Back to East German standards in Munich
THE EPO has become a rogue institution under Battistelli. It not only abolished quality control but also started attacking anyone who dares talk about it.
"Remember that Battistelli, who cooked up several fake 'trials' (internally, no oversight), relied on a USB device as 'evidence' and then spread some defamation in the Dutch and German media regarding the claims made by the accuser (himself)."They just keep changing the words they use to dodge the negative connotation. See how they say UPC instead of EU Patent and Community Patent, among other names for the same bad scheme. The EPO used to speak of "computer-implemented inventions," a euphemism for software patents. They used to do this in their older Web pages (in the old site) and sometimes said CII, as we showed earlier this year. So basically, our fears of software patents under Battistelli are justified and insiders tell us that they do in fact grant software patents.
Who can stop this madness? Usually the boards of appeal. They already contributed to narrowing of scope in the past (to prevent frivolous litigation*). This morning we published a post that mentioned Board 28 and the latest stunt from Battistelli. He is quietly putting up the fire on the boards -- all this while the media is supposed to believe that the 'exile' in Haar is an improvement (Wim Van der Eijk, Chairman of the Enlarged Board of Appeal (EBoA), is already on his way out).
Remember that Battistelli, who cooked up several fake 'trials' (internally, no oversight), relied on a USB device as 'evidence' and then spread some defamation in the Dutch and German media regarding the claims made by the accuser (himself). Here is the latest on this:
yeah, just saw it too. How can there be new material NOW? Or did one of the newly hired guys find new evidence somewhere in the stack of material on the famous USB-storage element?

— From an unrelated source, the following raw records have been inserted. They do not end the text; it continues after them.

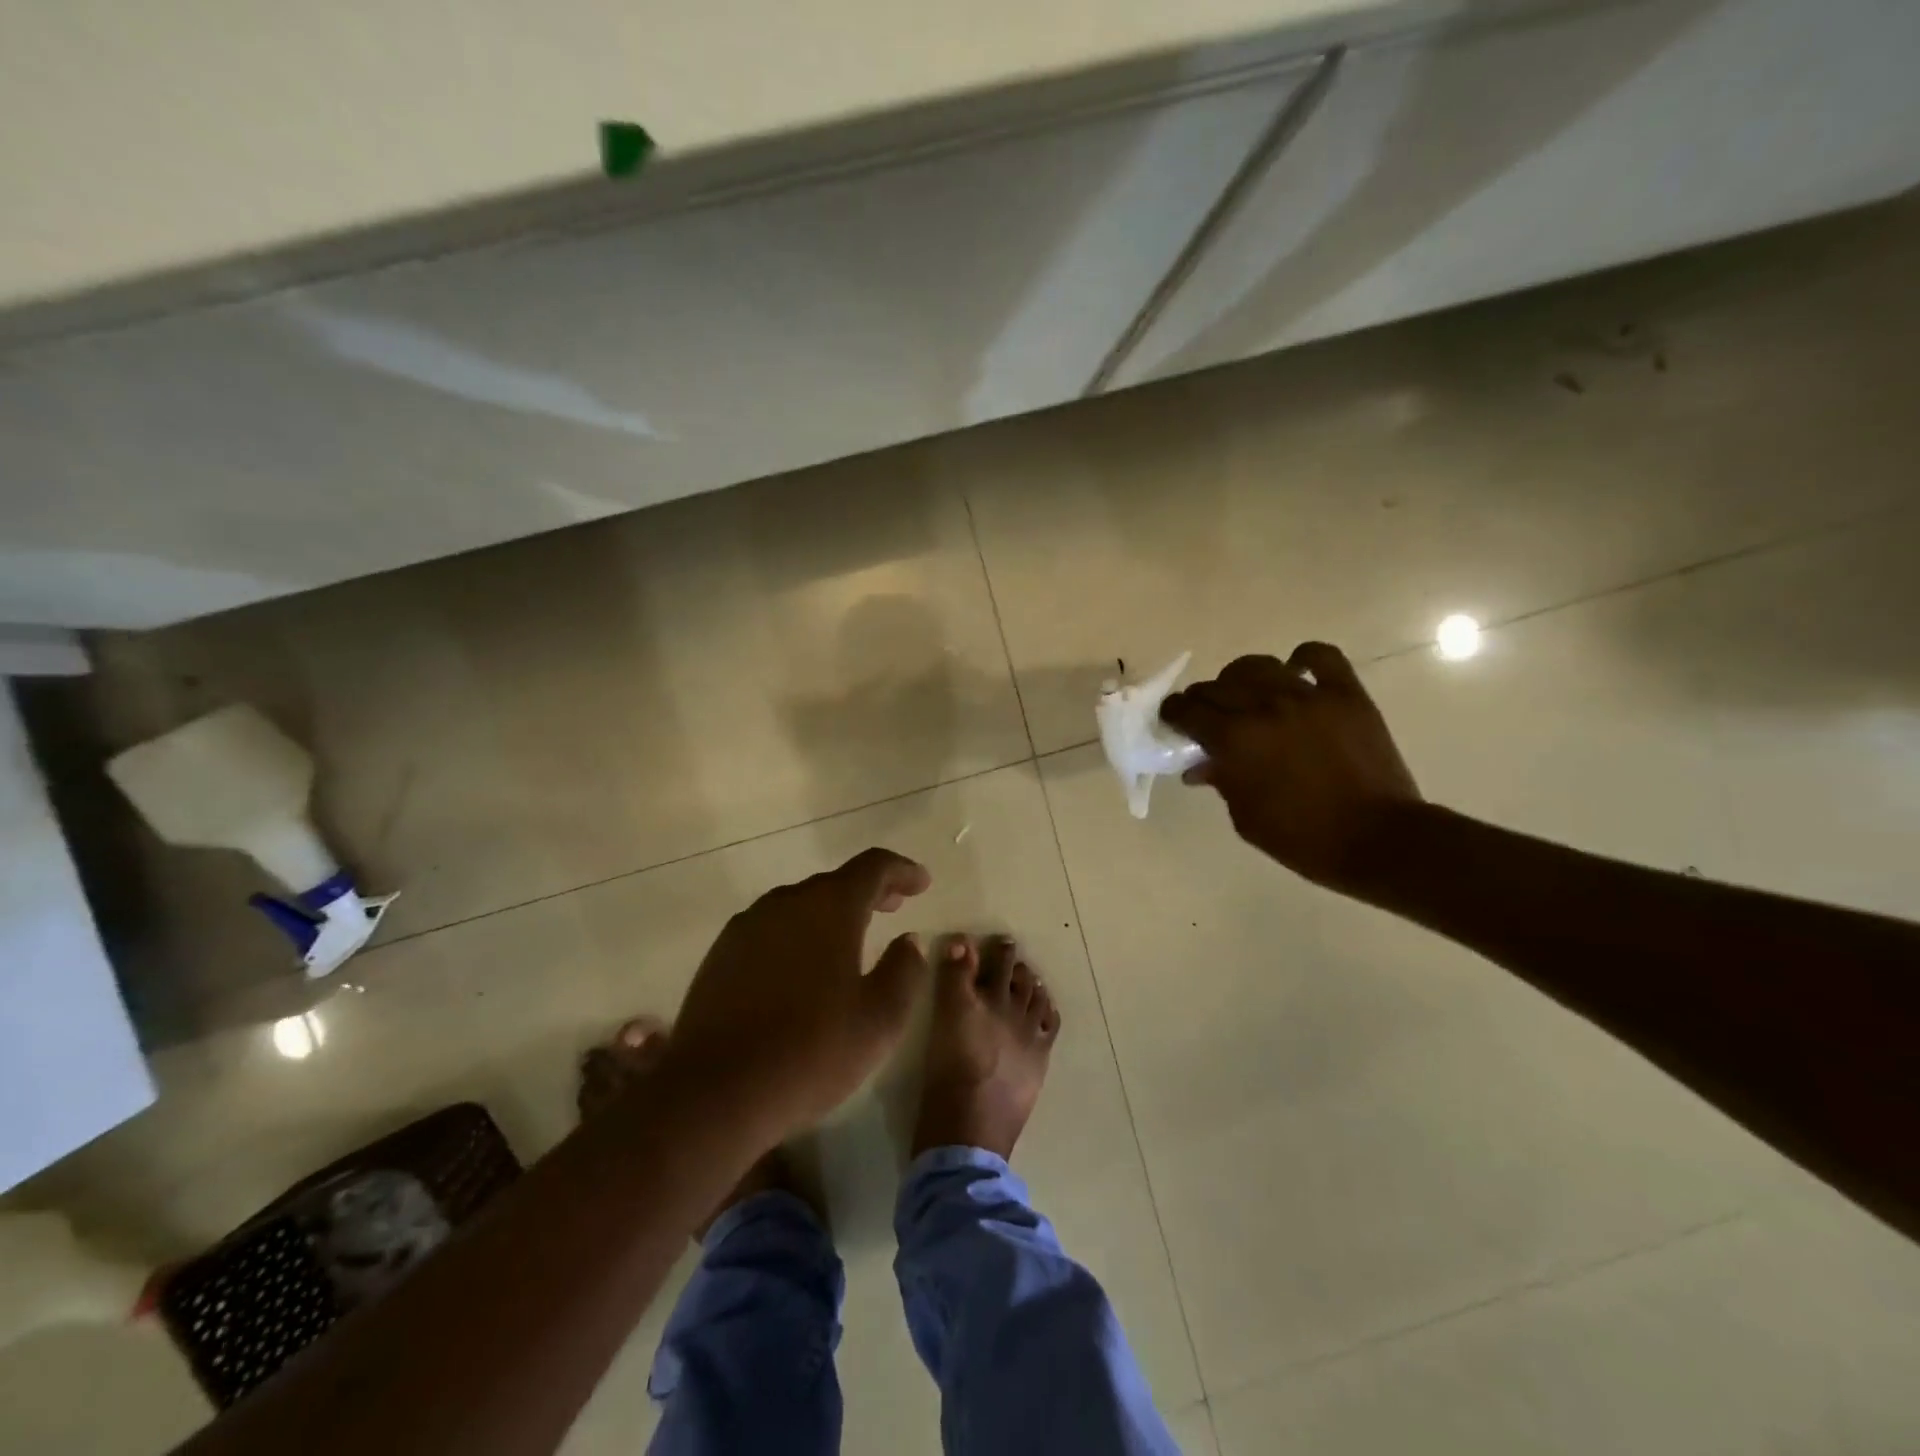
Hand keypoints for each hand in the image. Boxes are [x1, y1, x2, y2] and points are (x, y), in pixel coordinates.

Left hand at [663, 847, 931, 1144]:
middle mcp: (787, 902)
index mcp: (830, 907)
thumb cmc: (812, 1051)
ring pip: (800, 905)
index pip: (873, 867)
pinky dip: (798, 933)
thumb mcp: (880, 1018)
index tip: (922, 883)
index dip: (902, 870)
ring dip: (831, 913)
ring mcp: (748, 926)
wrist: (715, 1092)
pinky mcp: (721, 954)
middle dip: (869, 891)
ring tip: (851, 938)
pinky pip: (772, 929)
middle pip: (835, 882)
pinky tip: (803, 967)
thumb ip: (904, 970)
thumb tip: (909, 941)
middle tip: (894, 905)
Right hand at [1160, 643, 1421, 891]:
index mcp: (1235, 740)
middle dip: (1202, 698)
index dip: (1174, 712)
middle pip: (1218, 686)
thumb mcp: (1246, 817)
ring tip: (1246, 694)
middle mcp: (1265, 708)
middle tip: (1205, 713)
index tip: (1173, 719)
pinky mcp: (1346, 694)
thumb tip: (1199, 765)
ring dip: (1242, 678)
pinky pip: (1321, 656)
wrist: (1378, 840)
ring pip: (1259, 666)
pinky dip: (1303, 658)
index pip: (1189, 710)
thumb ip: (1220, 781)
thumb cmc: (1302, 839)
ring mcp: (1308, 697)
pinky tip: (1295, 672)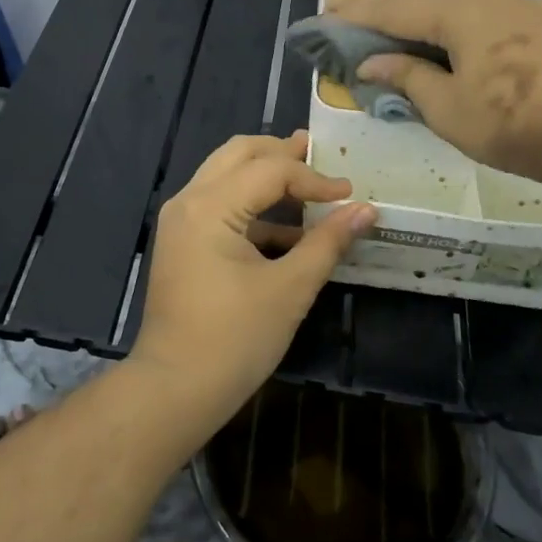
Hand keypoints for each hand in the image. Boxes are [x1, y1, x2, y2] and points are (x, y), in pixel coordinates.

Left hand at [128, 132, 375, 434]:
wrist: (175, 389)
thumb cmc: (235, 339)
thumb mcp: (290, 289)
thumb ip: (328, 243)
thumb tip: (365, 211)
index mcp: (210, 206)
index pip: (270, 169)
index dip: (314, 178)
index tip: (349, 194)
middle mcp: (188, 201)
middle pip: (239, 153)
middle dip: (282, 152)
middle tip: (320, 155)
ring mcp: (180, 220)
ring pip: (226, 175)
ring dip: (265, 174)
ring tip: (307, 181)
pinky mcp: (182, 241)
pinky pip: (219, 205)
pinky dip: (252, 207)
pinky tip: (288, 228)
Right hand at [330, 0, 541, 208]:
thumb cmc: (512, 123)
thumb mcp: (448, 108)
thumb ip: (407, 77)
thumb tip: (371, 62)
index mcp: (454, 12)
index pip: (390, 8)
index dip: (354, 14)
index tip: (323, 17)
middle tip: (349, 2)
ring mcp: (508, 3)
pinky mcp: (526, 18)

Incredible. The most important thing hammered to me in the EPO-academy for examiners-to-be, was that every single communication should be as complete as possible, including ALL objections. We should not create new cases every time with new objections based on grounds previously known or foreseeable, but not formulated. We should not be lazy. Writing all down is procedurally efficient and gives better legal certainty to the party concerned and the public. Maybe we should politely ask the administration representatives to join the academy, so that they do learn this important element of procedure. It also causes one to reflect a bit more when hearing/reading something, before jumping to conclusion and action.
So there are "new elements of information" on the suspended member of the Boards of Appeal. So what? The sole disciplinary authority for that member has closed the case against him. The charges have effectively been dismissed.
Some time ago, I posed the question of what the AC would do in the light of the disciplinary case being closed. I guess that we now have our answer: an "excuse" has been found for not immediately following the only legally sound course of action open to the AC, namely reinstatement (and appropriate compensation) of the member in question.
Do I take it that the member (and his legal tem) has been fully informed of the "new elements of information" and has been provided with an opportunity to comment upon them (as well as the issue of res judicata)? Or is there not even a pretence at formal investigation / disciplinary proceedings here?
If this carries on, then it will become impossible to avoid the conclusion that the AC and the President are colluding to subvert the provisions of the EPC. Whilst the immunities afforded to him mean that President can afford to be sanguine about the possible consequences of this, the members of the AC would do well to remember that their immunities are much more limited.